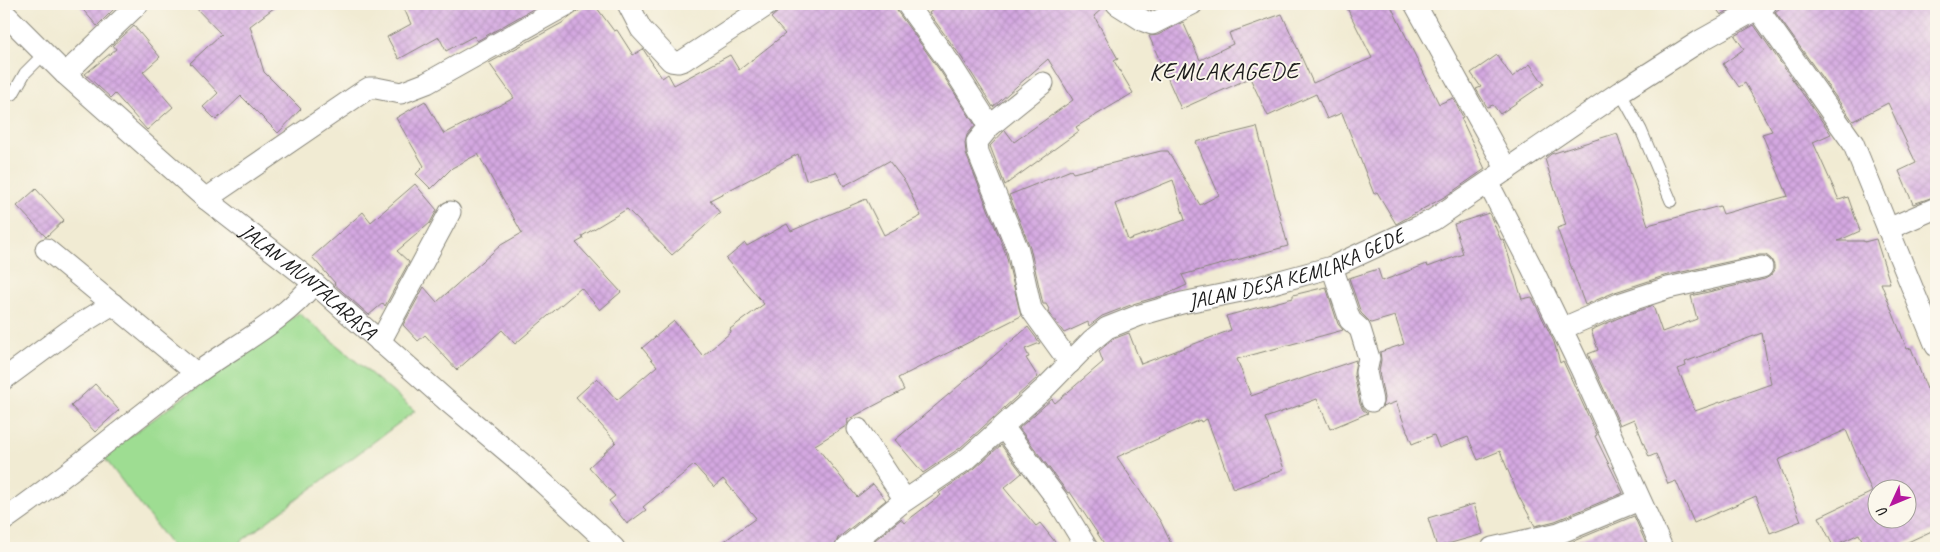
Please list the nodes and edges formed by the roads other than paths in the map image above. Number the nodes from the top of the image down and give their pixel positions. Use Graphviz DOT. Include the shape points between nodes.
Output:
graph roads {
  1 [pos="138,4"];
  2 [pos="568,4"];
  3 [pos="628,4"];
  4 [pos="769,4"];
  5 [pos="907,4"];
  6 [pos="1116,4"];
  7 [pos="1192,4"];
  8 [pos="1416,4"];
  9 [pos="1436,4"];
  10 [pos="1762,6"];
  11 [pos="4,13"];
  12 [pos="1426,22"];
  13 [pos="42,56"];
  14 [pos="65,74"];
  15 [pos="1043,83"];
  16 [pos="1620,92"];
  17 [pos="13,94"];
  18 [pos="990,126"];
  19 [pos="1506,170"];
  20 [pos="1488,182"];
  21 [pos="206,199"];
  22 [pos="1671,201"];
  23 [pos="1936,208"];
  24 [pos="450,212"];
  25 [pos="1888,229"];
  26 [pos="46,249"];
  27 [pos="1332,267"];
  28 [pos="1762,267"];
  29 [pos="312,286"];
  30 [pos="114,304"];
  31 [pos="1561,328"];
  32 [pos="380,342"];
  33 [pos="1936,346"];
  34 [pos="1070,363"];
  35 [pos="196,374"];
  36 [pos="4,379"];
  37 [pos="1372,401"];
  38 [pos="1003,427"];
  39 [pos="858,429"];
  40 [pos="906,500"];
  41 [pos="1639,500"];
  42 [pos="4,520"];
  43 [pos="614,548"];
  44 [pos="846,548"];
  45 [pos="1087,548"];
  46 [pos="1492,548"];
  47 [pos="1662,548"];
  1 -- 14 [label="street"];
  2 -- 21 [label="street" via="427,83 401,93 369,88"];
  3 -- 4 [label="street" via="641,29 671,61 678,62"];
  5 -- 18 [label="street"];
  6 -- 7 [label="street" via="1152,24"];
  8 -- 12 [label="street"];
  9 -- 12 [label="street"];
  10 -- 16 [label="street, JALAN DESA KEMLAKA GEDE"];
  10 -- 25 [label="street" via="1853,143"];
  11 -- 13 [label="street, JALAN MUNTALARASA"];
  12 -- 19 [label="street"];
  13 -- 14 [label="street, JALAN MUNTALARASA"];
  13 -- 17 [label="lane" via="25,74"];
  14 -- 21 [label="street, JALAN MUNTALARASA"];
  15 -- 18 [label="street"];
  16 -- 19 [label="street, JALAN DESA KEMLAKA GEDE"];
  16 -- 22 [label="lane" via="1641,130"];
  18 -- 34 [label="street" via="977,142 978,152 1018,250 1031,310"];
  19 -- 20 [label="street, JALAN DESA KEMLAKA GEDE"];
  20 -- 27 [label="street, JALAN DESA KEMLAKA GEDE" via="1433,220"];
  20 -- 31 [label="street"];
  21 -- 29 [label="street, JALAN MUNTALARASA"];
  23 -- 25 [label="street"];
  24 -- 32 [label="street"];
  25 -- 33 [label="street"];
  26 -- 30 [label="street"];
  27 -- 34 [label="street, JALAN DESA KEMLAKA GEDE" via="1140,314 1107,328"];
  27 -- 37 [label="street" via="1350,320 1360,329 1367,351 1366,372"];
  28 -- 31 [label="street" via="1668,288"];
  29 -- 32 [label="street, JALAN MUNTALARASA"];
  29 -- 35 [label="street" via="282,315"];
  30 -- 35 [label="street"];
  30 -- 36 [label="street" via="69,331"];
  31 -- 41 [label="street"];
  32 -- 43 [label="street, JALAN MUNTALARASA" via="526,467"];
  34 -- 38 [label="street, JALAN DESA KEMLAKA GEDE"];
  35 -- 42 [label="street"];
  38 -- 40 [label="street, JALAN DESA KEMLAKA GEDE" via="968,458"];
  38 -- 45 [label="street" via="1057,499"];
  39 -- 40 [label="street"];
  40 -- 44 [label="street, JALAN DESA KEMLAKA GEDE"];
  41 -- 46 [label="street" via="1565,531"];
  41 -- 47 [label="street"];
}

********

Each entry gets copied exactly; the pictures stay out.

_Expected answer_
Please list the nodes and edges formed by the roads other than paths in the map image above. Number the nodes from the top of the image down and give their pixel positions. Use Graphviz DOT. Include the shape points between nodes.
Output:
graph roads {
  1 [pos="138,4"];
  2 [pos="568,4"];
  3 [pos="628,4"];
  4 [pos="769,4"];
  5 [pos="907,4"];
  6 [pos="1116,4"];
  7 [pos="1192,4"];
  8 [pos="1416,4"];
  9 [pos="1436,4"];
  10 [pos="1762,6"];
  11 [pos="4,13"];
  12 [pos="1426,22"];
  13 [pos="42,56"];
  14 [pos="65,74"];
  15 [pos="1043,83"];
  16 [pos="1620,92"];
  17 [pos="13,94"];
  18 [pos="990,126"];
  19 [pos="1506,170"];
  20 [pos="1488,182"];
  21 [pos="206,199"];
  22 [pos="1671,201"];
  23 [pos="1936,208"];
  24 [pos="450,212"];
  25 [pos="1888,229"];
  26 [pos="46,249"];
  27 [pos="1332,267"];
  28 [pos="1762,267"];
  29 [pos="312,286"];
  30 [pos="114,304"];
  31 [pos="1561,328"];
  32 [pos="380,342"];
  33 [pos="1936,346"];
  34 [pos="1070,363"];
  35 [pos="196,374"];
  36 [pos="4,379"];
  37 [pos="1372,401"];
  38 [pos="1003,427"];
  39 [pos="858,429"];
  40 [pos="906,500"];
  41 [pos="1639,500"];
  42 [pos="4,520"];
  43 [pos="614,548"];
  44 [pos="846,548"];
  45 [pos="1087,548"];
  46 [pos="1492,548"];
  47 [pos="1662,548"];
  1 -- 14 [label="street"];
  2 -- 21 [label="street" via="427,83 401,93 369,88"];
  3 -- 4 [label="street" via="641,29 671,61 678,62"];
  5 -- 18 [label="street"];
  6 -- 7 [label="street" via="1152,24"];
  8 -- 12 [label="street"];
  9 -- 12 [label="street"];
  10 -- 16 [label="street, JALAN DESA KEMLAKA GEDE"];
  10 -- 25 [label="street" via="1853,143"];
  11 -- 13 [label="street, JALAN MUNTALARASA"];
  12 -- 19 [label="street"];
  13 -- 14 [label="street, JALAN MUNTALARASA"];
  13 -- 17 [label="lane" via="25,74"];
  14 -- 21 [label="street, JALAN MUNTALARASA"];
  15 -- 18 [label="street"];
  16 -- 19 [label="street, JALAN DESA KEMLAKA GEDE"];
  16 -- 22 [label="lane" via="1641,130"];
  18 -- 34 [label="street" via="977,142 978,152 1018,250 1031,310"];
  19 -- 20 [label="street, JALAN DESA KEMLAKA GEDE"];
  20 -- 27 [label="street, JALAN DESA KEMLAKA GEDE" via="1433,220"];
  20 -- 31 [label="street"];
  21 -- 29 [label="street, JALAN MUNTALARASA"];
  23 -- 25 [label="street"];
  24 -- 32 [label="street"];
  25 -- 33 [label="street"];
  26 -- 30 [label="street"];
  27 -- 34 [label="street, JALAN DESA KEMLAKA GEDE" via="1140,314 1107,328"];
  27 -- 37 [label="street" via="1350,320 1360,329 1367,351 1366,372"];
  28 -- 31 [label="street" via="1668,288"];
  29 -- 32 [label="street, JALAN MUNTALARASA"];
  29 -- 35 [label="street" via="282,315"];
  30 -- 35 [label="street"];
  30 -- 36 [label="street" via="69,331"];
  31 -- 41 [label="street"];
  32 -- 43 [label="street, JALAN MUNTALARASA" via="526,467"];
  34 -- 38 [label="street, JALAN DESA KEMLAKA GEDE"];
  35 -- 42 [label="street"];
  38 -- 40 [label="street, JALAN DESA KEMLAKA GEDE" via="968,458"];
  38 -- 45 [label="street" via="1057,499"];
  39 -- 40 [label="street"];
  40 -- 44 [label="street, JALAN DESA KEMLAKA GEDE"];
  41 -- 46 [label="street" via="1565,531"];
  41 -- 47 [label="street"];
}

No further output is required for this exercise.